Start of Block

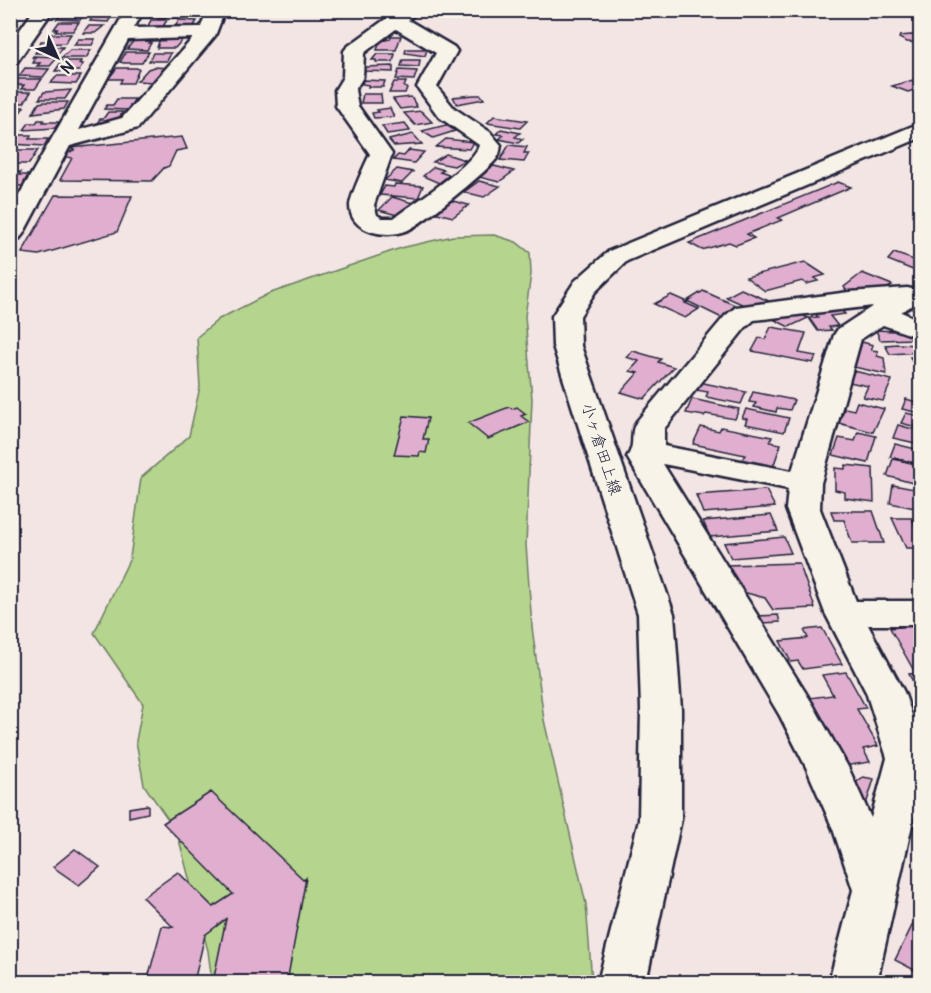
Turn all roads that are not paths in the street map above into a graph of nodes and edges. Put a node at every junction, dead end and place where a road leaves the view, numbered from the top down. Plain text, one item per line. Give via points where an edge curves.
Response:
1 (44, 10) edge
2 (135, 10) edge
3 (216, 10) edge
4 (403, 16) edge
5 (208, 32) junction
6 (121, 34) junction
7 (10, 58) edge
8 (921, 130) edge
9 (60, 142) junction
10 (10, 234) edge
11 (903, 299) edge
12 (921, 330) edge
13 (649, 452) junction
14 (805, 483) junction
15 (843, 613) junction
16 (921, 614) edge
17 (875, 890) junction
18 (622, 982) edge
19 (853, 982) edge

1 - 7 street
2 - 6 street
3 - 5 street
4 - 4 street via 354,51 353,77 345,90 346,106 381,154 362,205 366,219 377,226 400,225 471,171 488,155 490,145 484,136 444,111 427,87 447,51
5 - 6 street
5 - 9 street via 130,123
6 - 9 street
8 - 18 street, 小ヶ倉田上線 via 618,256 584,286 566,316 567,346 656,614 661,709 660,820
9 - 10 street
11 - 12 street
11 - 13 street via 829,302 746,313 648,428
11 - 14 street via 848,335
13 - 14 street
13 - 17 street via 643,457 651,473 827,767 855,829
14 - 15 street via 803,509
15 - 16 street
15 - 17 street via 885,692 907,758
17 - 19 street

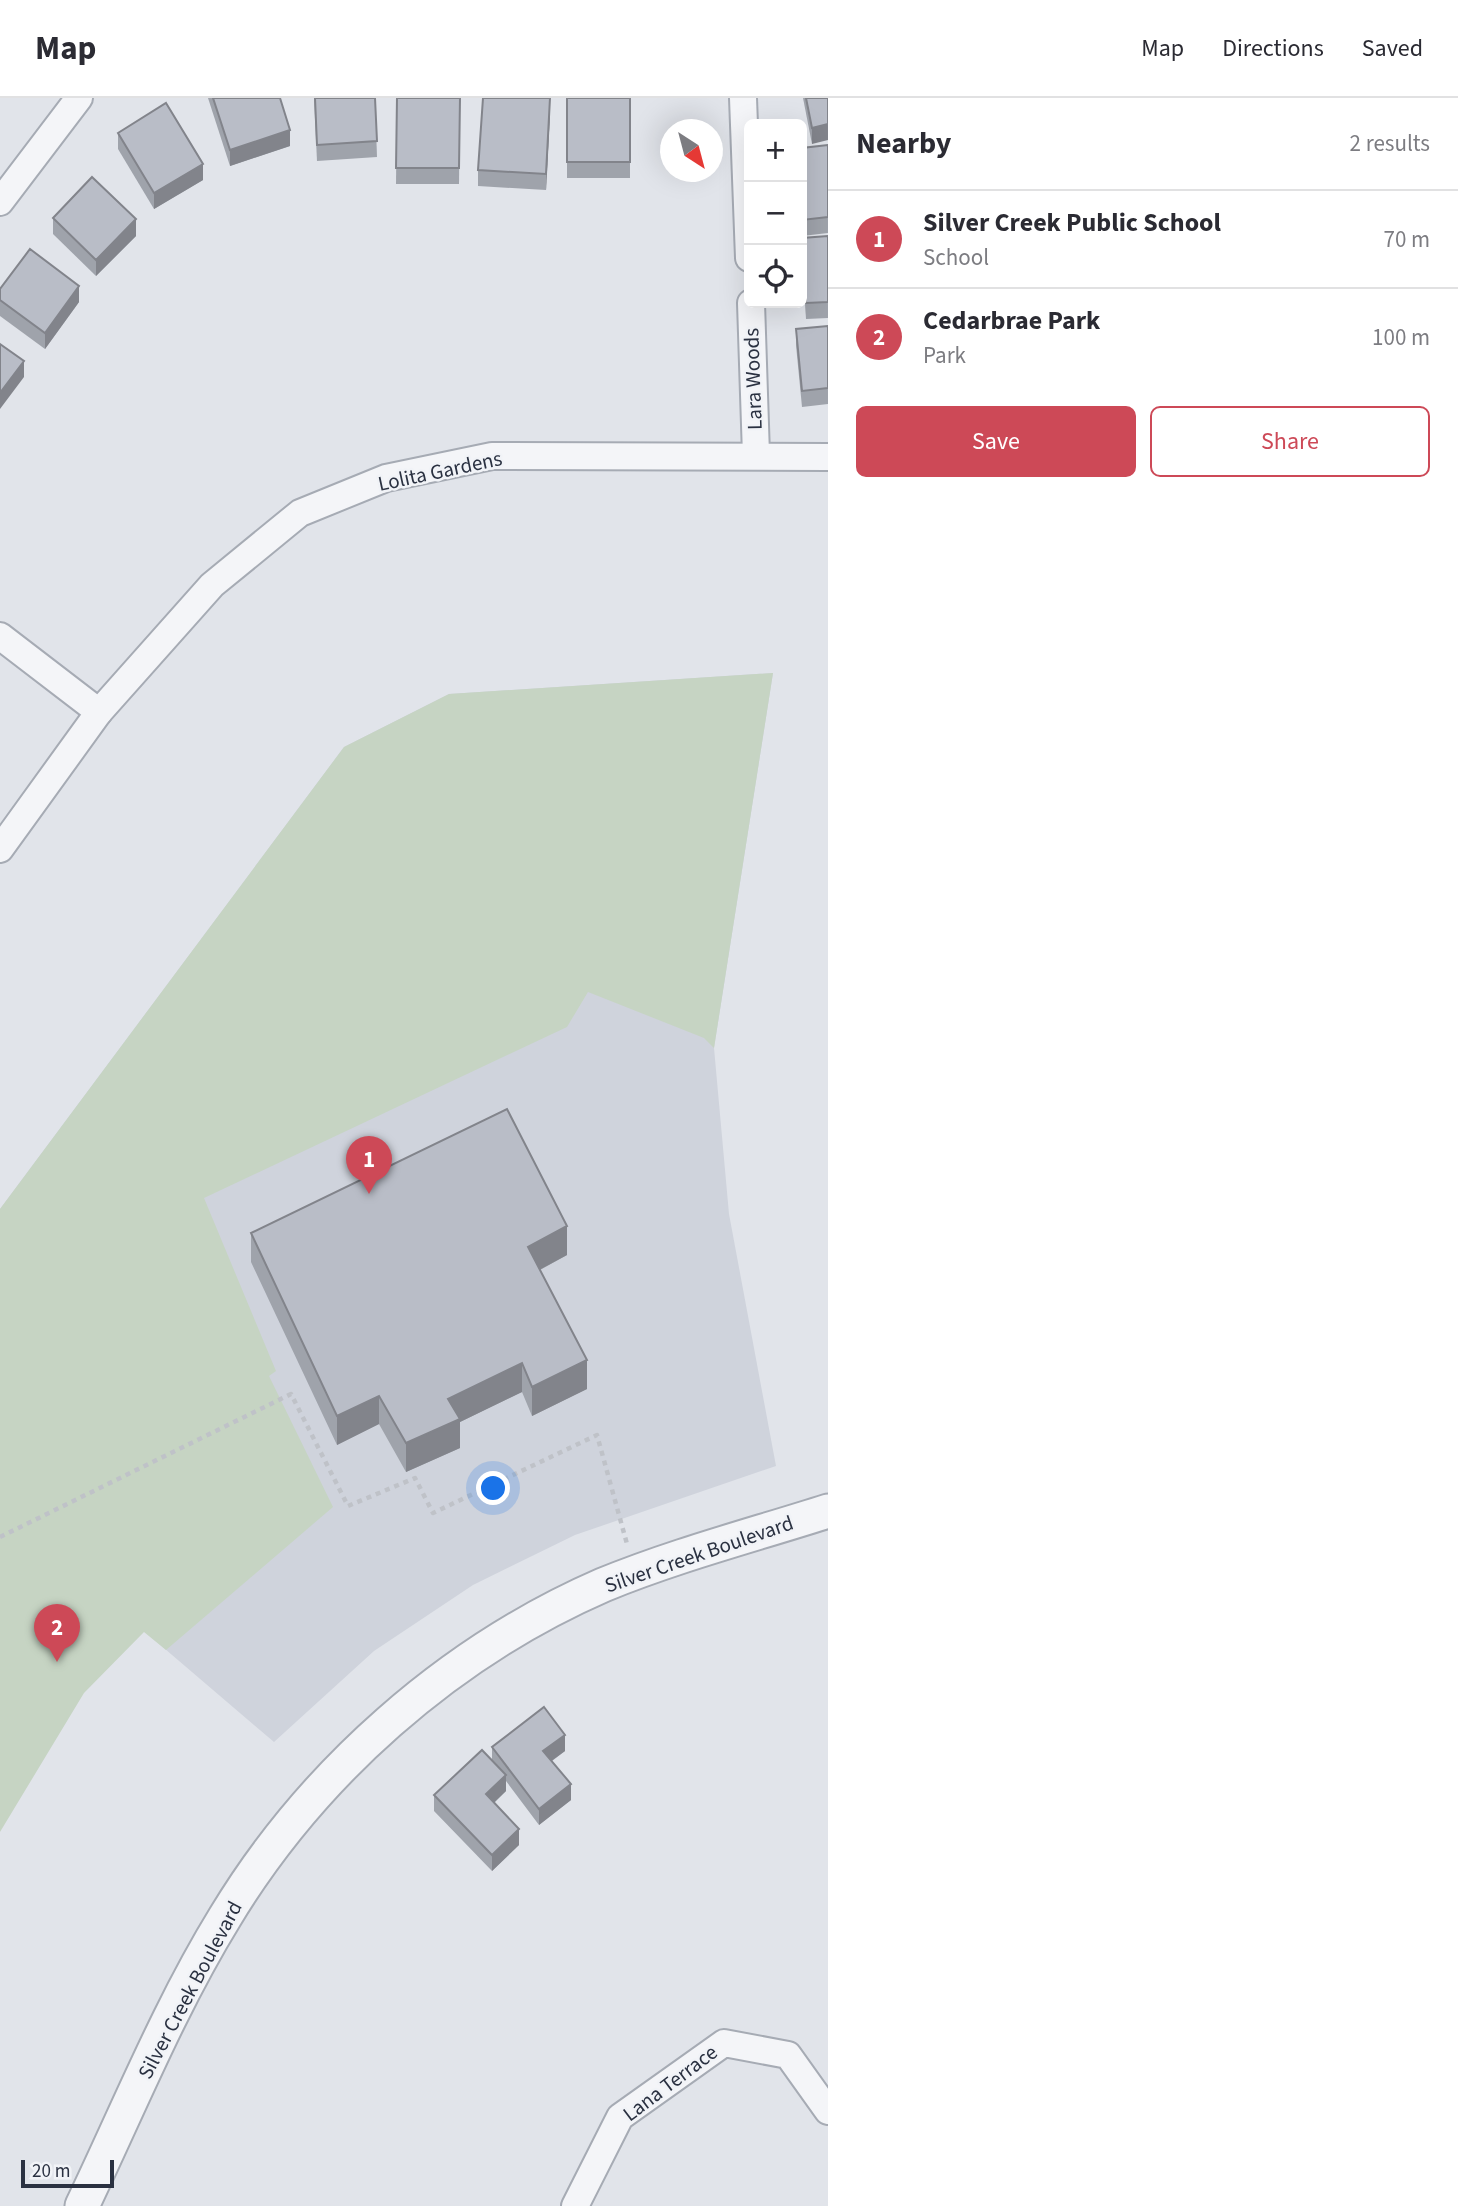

End of Block

> **Work request**:
Print every line above exactly. Leave the pictures out.

> **Solution for this task**:
Turn all roads that are not paths in the street map above into a graph of nodes and edges. Put a node at every junction, dead end and place where a road leaves the view, numbered from the top down. Plain text, one item per line. Give via points where an edge curves.
Response:
1 (44, 10) edge
2 (135, 10) edge
3 (216, 10) edge
4 (403, 16) edge
5 (208, 32) junction
6 (121, 34) junction
7 (10, 58) edge
8 (921, 130) edge
9 (60, 142) junction
10 (10, 234) edge
11 (903, 299) edge
12 (921, 330) edge
13 (649, 452) junction
14 (805, 483) junction
15 (843, 613) junction
16 (921, 614) edge
17 (875, 890) junction
18 (622, 982) edge
19 (853, 982) edge

1 - 7 street
2 - 6 street
3 - 5 street
4 - 4 street via 354,51 353,77 345,90 346,106 381,154 362,205 366,219 377,226 400,225 471,171 488,155 490,145 484,136 444,111 427,87 447,51
5 - 6 street
5 - 9 street via 130,123
6 - 9 street
8 - 18 street, 小ヶ倉田上線 via 618,256 584,286 566,316 567,346 656,614 661,709 660,820
9 - 10 street
11 - 12 street
11 - 13 street via 829,302 746,313 648,428
11 - 14 street via 848,335
13 - 14 street
13 - 17 street via 643,457 651,473 827,767 855,829
14 - 15 street via 803,509
15 - 16 street
15 - 17 street via 885,692 907,758
17 - 19 street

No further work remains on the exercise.